## What the task requires
Of all the entries below, retype only the lines from the one with "down the list." through the one with "Digitize the connectivity", exactly as they appear.

## Material for the task
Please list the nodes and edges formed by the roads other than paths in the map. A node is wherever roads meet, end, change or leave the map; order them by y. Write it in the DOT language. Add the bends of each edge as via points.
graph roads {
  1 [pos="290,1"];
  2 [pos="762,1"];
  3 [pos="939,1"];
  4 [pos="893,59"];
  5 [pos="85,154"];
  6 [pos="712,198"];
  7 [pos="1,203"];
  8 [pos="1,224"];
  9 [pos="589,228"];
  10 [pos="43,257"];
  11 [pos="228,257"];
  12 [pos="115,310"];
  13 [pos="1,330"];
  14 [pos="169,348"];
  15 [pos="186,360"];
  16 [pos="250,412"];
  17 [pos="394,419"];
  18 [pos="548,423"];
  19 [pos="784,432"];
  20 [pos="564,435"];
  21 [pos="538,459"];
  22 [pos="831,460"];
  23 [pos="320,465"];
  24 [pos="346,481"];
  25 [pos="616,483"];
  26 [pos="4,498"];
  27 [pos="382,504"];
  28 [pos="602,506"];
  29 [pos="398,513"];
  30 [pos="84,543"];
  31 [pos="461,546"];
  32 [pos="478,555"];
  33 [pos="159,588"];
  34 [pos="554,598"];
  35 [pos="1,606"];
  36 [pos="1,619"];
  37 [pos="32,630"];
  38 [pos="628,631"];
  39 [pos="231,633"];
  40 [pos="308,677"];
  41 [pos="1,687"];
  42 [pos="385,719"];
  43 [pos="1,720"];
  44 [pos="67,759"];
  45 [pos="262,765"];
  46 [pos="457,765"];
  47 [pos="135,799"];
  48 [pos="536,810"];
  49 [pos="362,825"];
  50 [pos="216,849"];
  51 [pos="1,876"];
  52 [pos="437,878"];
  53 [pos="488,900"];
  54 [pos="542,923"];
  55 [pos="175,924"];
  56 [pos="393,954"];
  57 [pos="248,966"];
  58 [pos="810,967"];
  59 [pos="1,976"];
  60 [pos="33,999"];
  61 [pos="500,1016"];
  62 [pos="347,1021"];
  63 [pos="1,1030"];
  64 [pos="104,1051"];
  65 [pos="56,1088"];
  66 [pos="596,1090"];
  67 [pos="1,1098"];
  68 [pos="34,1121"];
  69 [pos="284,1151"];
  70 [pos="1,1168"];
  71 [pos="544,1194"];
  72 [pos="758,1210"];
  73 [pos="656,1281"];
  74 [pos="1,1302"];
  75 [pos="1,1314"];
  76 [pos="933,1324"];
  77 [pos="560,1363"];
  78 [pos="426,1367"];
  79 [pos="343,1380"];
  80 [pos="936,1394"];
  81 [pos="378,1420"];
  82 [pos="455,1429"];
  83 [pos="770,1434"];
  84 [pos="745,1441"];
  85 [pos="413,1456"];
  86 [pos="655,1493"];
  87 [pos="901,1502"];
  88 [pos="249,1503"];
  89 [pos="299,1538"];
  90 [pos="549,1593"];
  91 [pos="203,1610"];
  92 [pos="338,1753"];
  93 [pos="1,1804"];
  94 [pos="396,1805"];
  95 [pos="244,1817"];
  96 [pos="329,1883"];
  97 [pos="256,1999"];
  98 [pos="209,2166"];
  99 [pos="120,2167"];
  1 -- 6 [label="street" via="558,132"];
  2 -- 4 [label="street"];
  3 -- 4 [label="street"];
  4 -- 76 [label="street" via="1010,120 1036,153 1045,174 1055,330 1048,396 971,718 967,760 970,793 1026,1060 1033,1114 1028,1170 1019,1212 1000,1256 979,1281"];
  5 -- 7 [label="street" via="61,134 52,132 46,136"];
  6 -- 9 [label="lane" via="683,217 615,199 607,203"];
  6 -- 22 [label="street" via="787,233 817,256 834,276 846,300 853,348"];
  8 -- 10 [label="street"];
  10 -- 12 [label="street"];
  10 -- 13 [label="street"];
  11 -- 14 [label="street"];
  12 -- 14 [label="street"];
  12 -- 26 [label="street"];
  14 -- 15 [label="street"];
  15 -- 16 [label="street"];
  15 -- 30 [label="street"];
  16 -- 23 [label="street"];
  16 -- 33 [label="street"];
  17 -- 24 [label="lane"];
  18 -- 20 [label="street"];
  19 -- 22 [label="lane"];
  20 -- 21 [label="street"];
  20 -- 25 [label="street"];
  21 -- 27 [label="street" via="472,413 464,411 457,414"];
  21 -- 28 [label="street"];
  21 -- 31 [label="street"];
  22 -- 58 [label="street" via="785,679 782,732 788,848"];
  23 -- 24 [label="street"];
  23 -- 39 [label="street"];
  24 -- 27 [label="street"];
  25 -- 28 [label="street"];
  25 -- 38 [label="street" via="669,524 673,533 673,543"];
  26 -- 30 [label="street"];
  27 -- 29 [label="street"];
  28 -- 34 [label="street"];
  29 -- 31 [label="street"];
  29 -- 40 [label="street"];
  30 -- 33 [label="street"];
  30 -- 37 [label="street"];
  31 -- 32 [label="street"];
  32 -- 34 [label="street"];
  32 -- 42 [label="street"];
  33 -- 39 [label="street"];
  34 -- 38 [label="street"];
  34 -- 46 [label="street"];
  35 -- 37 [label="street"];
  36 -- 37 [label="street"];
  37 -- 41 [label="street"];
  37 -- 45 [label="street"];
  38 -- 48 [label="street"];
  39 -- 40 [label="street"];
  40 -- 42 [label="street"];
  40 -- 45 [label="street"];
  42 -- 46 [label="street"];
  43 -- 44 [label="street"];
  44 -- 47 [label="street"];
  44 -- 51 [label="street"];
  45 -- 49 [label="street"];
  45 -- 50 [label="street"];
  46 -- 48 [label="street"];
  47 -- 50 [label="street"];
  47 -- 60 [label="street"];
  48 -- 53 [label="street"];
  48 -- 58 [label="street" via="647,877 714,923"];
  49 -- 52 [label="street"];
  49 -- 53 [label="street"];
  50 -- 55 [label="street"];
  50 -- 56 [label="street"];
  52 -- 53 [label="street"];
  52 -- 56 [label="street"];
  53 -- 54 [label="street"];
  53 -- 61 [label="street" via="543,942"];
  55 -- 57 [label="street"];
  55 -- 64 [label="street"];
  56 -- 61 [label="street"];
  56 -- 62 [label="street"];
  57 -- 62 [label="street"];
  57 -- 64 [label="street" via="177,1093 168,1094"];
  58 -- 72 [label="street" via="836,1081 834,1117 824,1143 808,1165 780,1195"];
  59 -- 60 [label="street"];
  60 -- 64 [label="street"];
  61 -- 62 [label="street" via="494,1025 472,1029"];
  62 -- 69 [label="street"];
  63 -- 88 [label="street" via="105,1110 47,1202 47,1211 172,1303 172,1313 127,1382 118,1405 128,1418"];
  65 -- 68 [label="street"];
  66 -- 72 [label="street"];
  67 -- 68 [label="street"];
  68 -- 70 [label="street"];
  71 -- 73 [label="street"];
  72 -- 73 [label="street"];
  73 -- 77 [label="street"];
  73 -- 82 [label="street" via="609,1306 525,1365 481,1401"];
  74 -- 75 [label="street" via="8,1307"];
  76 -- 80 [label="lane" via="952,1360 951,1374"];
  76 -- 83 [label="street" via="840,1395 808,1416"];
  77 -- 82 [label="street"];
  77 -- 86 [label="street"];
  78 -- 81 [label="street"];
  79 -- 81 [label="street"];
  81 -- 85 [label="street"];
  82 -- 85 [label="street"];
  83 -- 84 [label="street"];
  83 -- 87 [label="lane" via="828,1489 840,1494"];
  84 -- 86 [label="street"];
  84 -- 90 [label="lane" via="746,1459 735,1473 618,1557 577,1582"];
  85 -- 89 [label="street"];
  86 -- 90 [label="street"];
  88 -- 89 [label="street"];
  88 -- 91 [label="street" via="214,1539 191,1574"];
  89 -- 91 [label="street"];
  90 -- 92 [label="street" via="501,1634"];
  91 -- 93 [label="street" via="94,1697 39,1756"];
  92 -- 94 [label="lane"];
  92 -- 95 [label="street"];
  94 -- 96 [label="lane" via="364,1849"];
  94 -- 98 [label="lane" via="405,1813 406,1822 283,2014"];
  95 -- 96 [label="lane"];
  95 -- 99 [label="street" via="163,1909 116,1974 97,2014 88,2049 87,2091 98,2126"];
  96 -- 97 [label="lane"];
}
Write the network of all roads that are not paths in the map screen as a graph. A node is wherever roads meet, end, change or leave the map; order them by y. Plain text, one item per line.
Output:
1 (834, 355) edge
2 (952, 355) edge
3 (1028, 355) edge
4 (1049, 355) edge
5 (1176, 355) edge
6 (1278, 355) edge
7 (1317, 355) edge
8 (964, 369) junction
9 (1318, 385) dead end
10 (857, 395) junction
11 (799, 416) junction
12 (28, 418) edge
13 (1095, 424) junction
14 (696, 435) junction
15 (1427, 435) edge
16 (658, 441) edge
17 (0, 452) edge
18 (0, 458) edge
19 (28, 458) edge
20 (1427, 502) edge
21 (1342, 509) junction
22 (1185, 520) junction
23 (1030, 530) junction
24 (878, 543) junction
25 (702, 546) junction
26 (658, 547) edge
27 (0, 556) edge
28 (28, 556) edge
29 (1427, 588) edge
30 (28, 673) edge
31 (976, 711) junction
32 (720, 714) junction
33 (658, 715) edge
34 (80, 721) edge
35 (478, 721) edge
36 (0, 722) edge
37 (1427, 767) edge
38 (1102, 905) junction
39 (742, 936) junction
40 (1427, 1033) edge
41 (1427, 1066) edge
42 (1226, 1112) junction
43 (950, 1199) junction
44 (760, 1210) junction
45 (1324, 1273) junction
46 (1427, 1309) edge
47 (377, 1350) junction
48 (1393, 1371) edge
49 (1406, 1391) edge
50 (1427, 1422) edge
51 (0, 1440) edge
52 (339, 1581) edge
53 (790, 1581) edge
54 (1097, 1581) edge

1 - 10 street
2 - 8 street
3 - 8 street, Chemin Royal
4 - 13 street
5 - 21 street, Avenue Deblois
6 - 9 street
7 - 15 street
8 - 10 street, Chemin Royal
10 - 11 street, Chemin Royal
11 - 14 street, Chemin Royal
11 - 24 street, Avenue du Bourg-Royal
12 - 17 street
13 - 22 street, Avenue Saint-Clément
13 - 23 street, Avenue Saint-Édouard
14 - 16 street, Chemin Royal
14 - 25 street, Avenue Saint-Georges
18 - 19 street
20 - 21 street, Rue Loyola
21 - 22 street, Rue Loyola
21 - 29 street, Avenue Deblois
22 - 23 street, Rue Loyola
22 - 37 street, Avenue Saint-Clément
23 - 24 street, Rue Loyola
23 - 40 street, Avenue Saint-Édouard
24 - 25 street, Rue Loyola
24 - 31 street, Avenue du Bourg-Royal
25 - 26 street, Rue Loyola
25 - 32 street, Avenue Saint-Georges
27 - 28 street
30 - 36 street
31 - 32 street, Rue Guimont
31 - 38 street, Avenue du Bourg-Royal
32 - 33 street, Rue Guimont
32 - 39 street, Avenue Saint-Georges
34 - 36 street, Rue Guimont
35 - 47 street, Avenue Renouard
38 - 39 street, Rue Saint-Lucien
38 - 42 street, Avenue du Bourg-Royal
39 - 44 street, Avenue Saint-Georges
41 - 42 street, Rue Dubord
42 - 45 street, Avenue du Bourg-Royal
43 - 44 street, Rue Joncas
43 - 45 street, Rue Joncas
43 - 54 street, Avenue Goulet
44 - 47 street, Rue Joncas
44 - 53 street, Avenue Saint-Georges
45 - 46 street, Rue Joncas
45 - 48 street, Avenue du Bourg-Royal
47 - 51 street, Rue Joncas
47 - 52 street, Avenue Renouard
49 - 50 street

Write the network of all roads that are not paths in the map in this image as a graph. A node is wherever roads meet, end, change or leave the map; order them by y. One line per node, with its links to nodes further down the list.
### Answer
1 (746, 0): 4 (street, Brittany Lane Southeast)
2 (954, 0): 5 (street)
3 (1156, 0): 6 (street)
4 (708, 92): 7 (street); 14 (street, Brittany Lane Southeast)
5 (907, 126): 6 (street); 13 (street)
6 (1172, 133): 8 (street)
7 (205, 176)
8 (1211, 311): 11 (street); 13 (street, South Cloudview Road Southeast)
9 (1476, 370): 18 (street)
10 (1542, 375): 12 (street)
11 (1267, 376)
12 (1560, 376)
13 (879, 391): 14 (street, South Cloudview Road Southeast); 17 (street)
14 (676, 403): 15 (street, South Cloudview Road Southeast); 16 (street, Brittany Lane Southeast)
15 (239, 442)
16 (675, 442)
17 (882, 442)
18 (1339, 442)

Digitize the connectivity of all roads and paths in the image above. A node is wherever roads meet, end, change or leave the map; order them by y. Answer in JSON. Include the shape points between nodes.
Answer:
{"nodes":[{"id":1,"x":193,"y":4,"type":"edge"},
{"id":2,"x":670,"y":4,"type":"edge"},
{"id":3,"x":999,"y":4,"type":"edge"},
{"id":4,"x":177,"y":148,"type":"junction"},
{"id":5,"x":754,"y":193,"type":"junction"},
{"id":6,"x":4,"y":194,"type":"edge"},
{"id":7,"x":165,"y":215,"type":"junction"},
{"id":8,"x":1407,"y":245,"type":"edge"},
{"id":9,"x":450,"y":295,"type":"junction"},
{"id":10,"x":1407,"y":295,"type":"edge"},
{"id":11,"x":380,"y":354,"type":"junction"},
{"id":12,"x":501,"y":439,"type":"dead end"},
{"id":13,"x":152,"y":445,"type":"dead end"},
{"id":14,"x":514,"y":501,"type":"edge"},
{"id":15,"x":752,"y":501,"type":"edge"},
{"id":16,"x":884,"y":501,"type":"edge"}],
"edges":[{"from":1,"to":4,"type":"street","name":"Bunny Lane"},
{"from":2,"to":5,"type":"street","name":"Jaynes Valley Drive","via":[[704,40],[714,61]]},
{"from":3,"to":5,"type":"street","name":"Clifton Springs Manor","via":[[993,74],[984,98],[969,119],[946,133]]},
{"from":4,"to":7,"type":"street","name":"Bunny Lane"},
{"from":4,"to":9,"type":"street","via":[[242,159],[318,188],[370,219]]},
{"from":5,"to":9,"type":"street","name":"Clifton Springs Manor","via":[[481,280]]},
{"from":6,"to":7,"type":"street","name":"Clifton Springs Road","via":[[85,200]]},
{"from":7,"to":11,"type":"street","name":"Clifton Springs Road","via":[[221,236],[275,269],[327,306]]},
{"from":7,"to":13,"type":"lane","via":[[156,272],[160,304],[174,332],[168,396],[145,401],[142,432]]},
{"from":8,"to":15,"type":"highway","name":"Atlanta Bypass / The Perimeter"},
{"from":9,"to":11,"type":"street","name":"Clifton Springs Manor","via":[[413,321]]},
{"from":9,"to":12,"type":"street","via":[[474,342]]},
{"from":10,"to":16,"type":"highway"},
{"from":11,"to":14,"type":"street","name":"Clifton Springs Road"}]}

## Written answer
Write the network of all roads that are not paths in the map in this image as a graph. A node is wherever roads meet, end, change or leave the map; order them by y. One line per node, with its links to nodes further down the list.
### Answer
1 (746, 0): 4 (street, Brittany Lane Southeast)
2 (954, 0): 5 (street)
3 (1156, 0): 6 (street)
4 (708, 92): 7 (street); 14 (street, Brittany Lane Southeast)
5 (907, 126): 6 (street); 13 (street)
6 (1172, 133): 8 (street)
7 (205, 176)
8 (1211, 311): 11 (street); 13 (street, South Cloudview Road Southeast)
9 (1476, 370): 18 (street)
10 (1542, 375): 12 (street)
11 (1267, 376)
12 (1560, 376)
13 (879, 391): 14 (street, South Cloudview Road Southeast); 17 (street)
14 (676, 403): 15 (street, South Cloudview Road Southeast); 16 (street, Brittany Lane Southeast)
15 (239, 442)
16 (675, 442)
17 (882, 442)
18 (1339, 442)

Digitize the connectivity of all roads and paths in the image above. A node is wherever roads meet, end, change or leave the map; order them by y. Answer in JSON. Include the shape points between nodes.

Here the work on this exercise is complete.